### WHAT THE EXERCISE ASKS
The reply must consist of the complete listing, reproduced exactly, with no images included.

### EXTRACTED ENTRIES
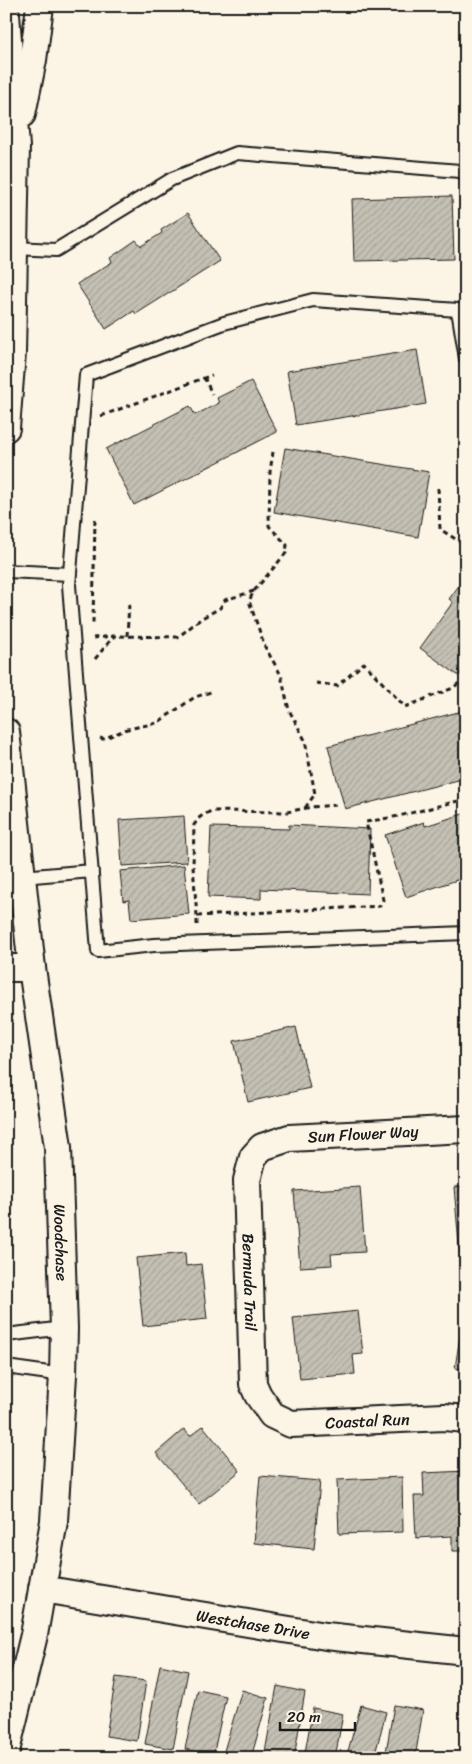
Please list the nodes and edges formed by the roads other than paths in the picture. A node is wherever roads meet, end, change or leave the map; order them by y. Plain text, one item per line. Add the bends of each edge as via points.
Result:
1 (40, 6) edge
2 (6, 14) edge
3 (11, 147) edge
4 (466, 174) edge
5 (14, 248) junction
6 (466, 359) edge
7 (6, 428) edge
8 (6, 571) edge
9 (70, 574) junction
10 (6, 732) edge
11 (92, 871) junction
12 (22, 876) junction
13 (466, 933) edge
14 (6, 968) edge
15 (32, 968) junction
16 (466, 1129) edge
17 (262, 1147) joint
18 (64, 1328) junction
19 (6, 1335) edge
20 (6, 1367) edge
21 (63, 1375) junction
22 (272, 1415) joint
23 (466, 1419) edge
24 (42, 1589) junction
25 (466, 1651) edge
26 (6, 1751) edge

1 - 3 street via 33,60
2 - 3 street
3 - 5 street
4 - 5 lane via 237,153 172,179 56,250
5 - 7 street via 12,353
6 - 9 lane via 458,310 313,300 224,323 86,375
8 - 9 lane
9 - 11 lane
10 - 12 street, Woodchase
11 - 12 lane
11 - 13 lane via 98,951 154,945
12 - 15 street, Woodchase
14 - 15 street
15 - 18 street, Woodchase via 58,1147
16 - 17 street, Sun Flower Way via 289,1138
17 - 22 street, Bermuda Trail via 253,1157 247,1180 253,1384
18 - 19 lane
18 - 21 street, Woodchase
20 - 21 lane
21 - 24 street, Woodchase via 54,1521
22 - 23 street, Coastal Run via 291,1424 444,1417
24 - 25 street, Westchase Drive via 326,1636
24 - 26 street, Woodchase

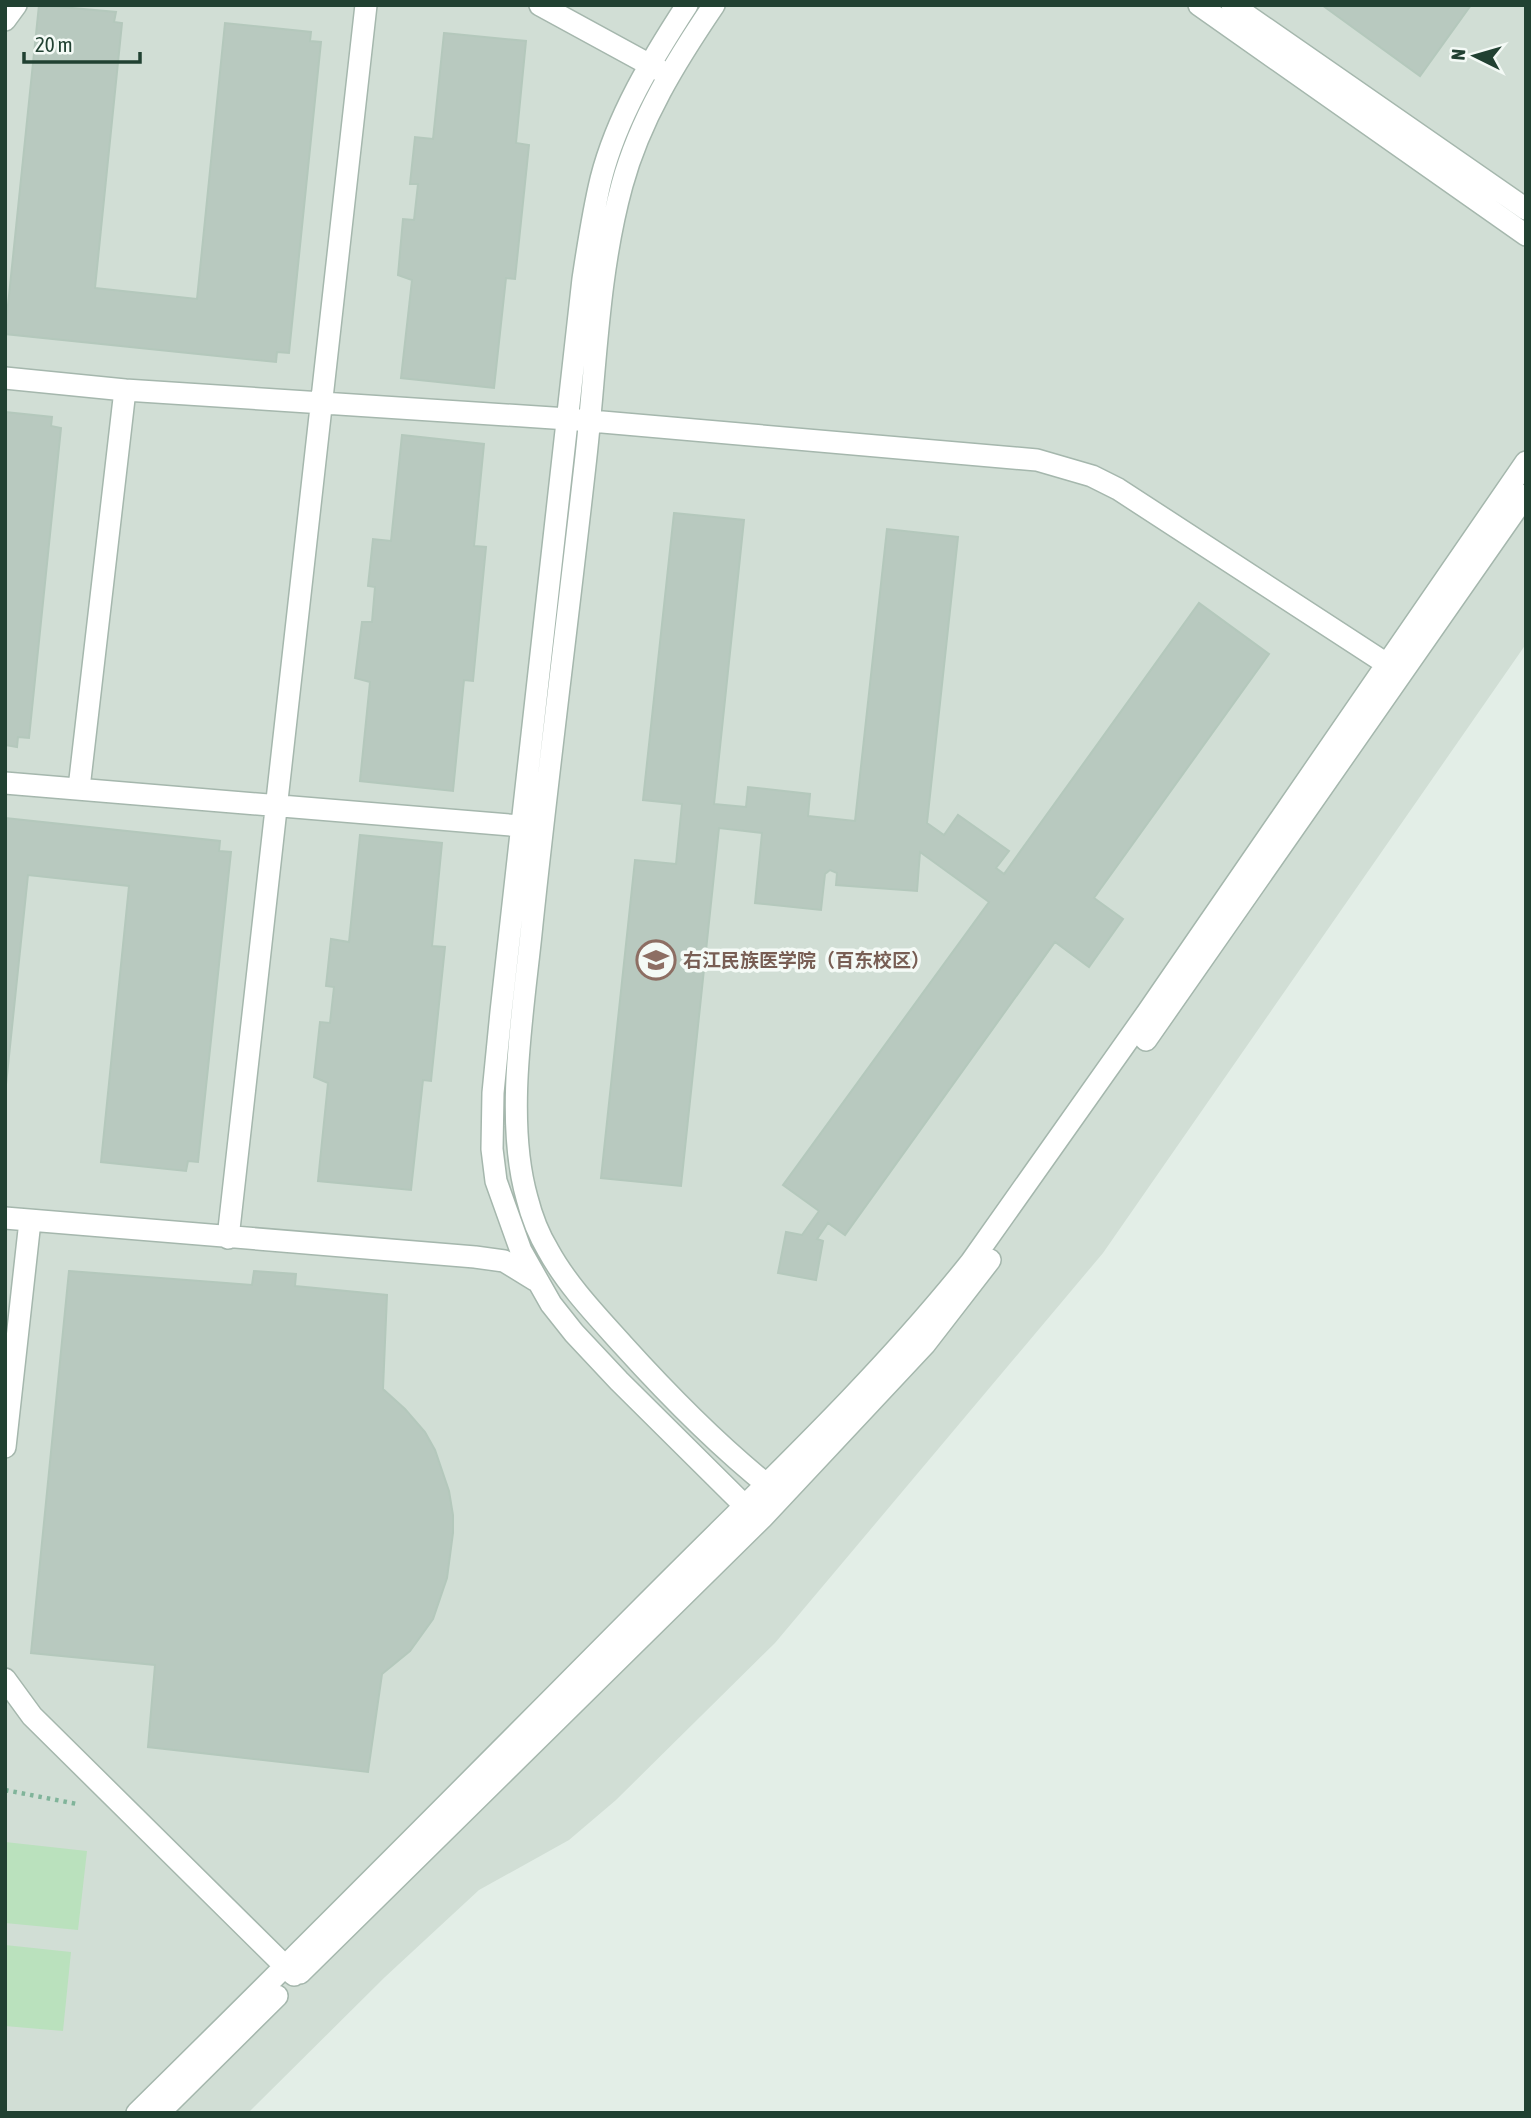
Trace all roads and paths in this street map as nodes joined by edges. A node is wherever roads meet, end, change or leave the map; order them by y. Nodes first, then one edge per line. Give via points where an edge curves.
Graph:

### THE COMPLETED TASK
Please list the nodes and edges formed by the roads other than paths in the picture. A node is wherever roads meet, end, change or leave the map; order them by y. Plain text, one item per line. Add the bends of each edge as via points.
Result:
1 (40, 6) edge
2 (6, 14) edge
3 (11, 147) edge
4 (466, 174) edge
5 (14, 248) junction
6 (466, 359) edge
7 (6, 428) edge
8 (6, 571) edge
9 (70, 574) junction
10 (6, 732) edge
11 (92, 871) junction
12 (22, 876) junction
13 (466, 933) edge
14 (6, 968) edge
15 (32, 968) junction
16 (466, 1129) edge
17 (262, 1147) joint
18 (64, 1328) junction
19 (6, 1335) edge
20 (6, 1367) edge
21 (63, 1375) junction
22 (272, 1415) joint
23 (466, 1419) edge
24 (42, 1589) junction
25 (466, 1651) edge
26 (6, 1751) edge

1 - 3 street via 33,60
2 - 3 street
3 - 5 street
4 - 5 lane via 237,153 172,179 56,250
5 - 7 street via 12,353
6 - 9 lane via 458,310 313,300 224,323 86,375
8 - 9 lane
9 - 11 lane
10 - 12 street, Woodchase
11 - 12 lane
11 - 13 lane via 98,951 154,945
12 - 15 street, Woodchase
14 - 15 street
15 - 18 street, Woodchase via 58,1147
16 - 17 street, Sun Flower Way via 289,1138
17 - 22 street, Bermuda Trail via 253,1157 247,1180 253,1384
18 - 19 lane
18 - 21 street, Woodchase
20 - 21 lane
21 - 24 street, Woodchase via 54,1521
22 - 23 street, Coastal Run via 291,1424 444,1417
24 - 25 street, Westchase Drive via 326,1636
24 - 26 street, Woodchase

Trace all roads and paths in this street map as nodes joined by edges. A node is wherever roads meet, end, change or leave the map; order them by y. Nodes first, then one edge per line. Give via points where an edge curves.
Graph:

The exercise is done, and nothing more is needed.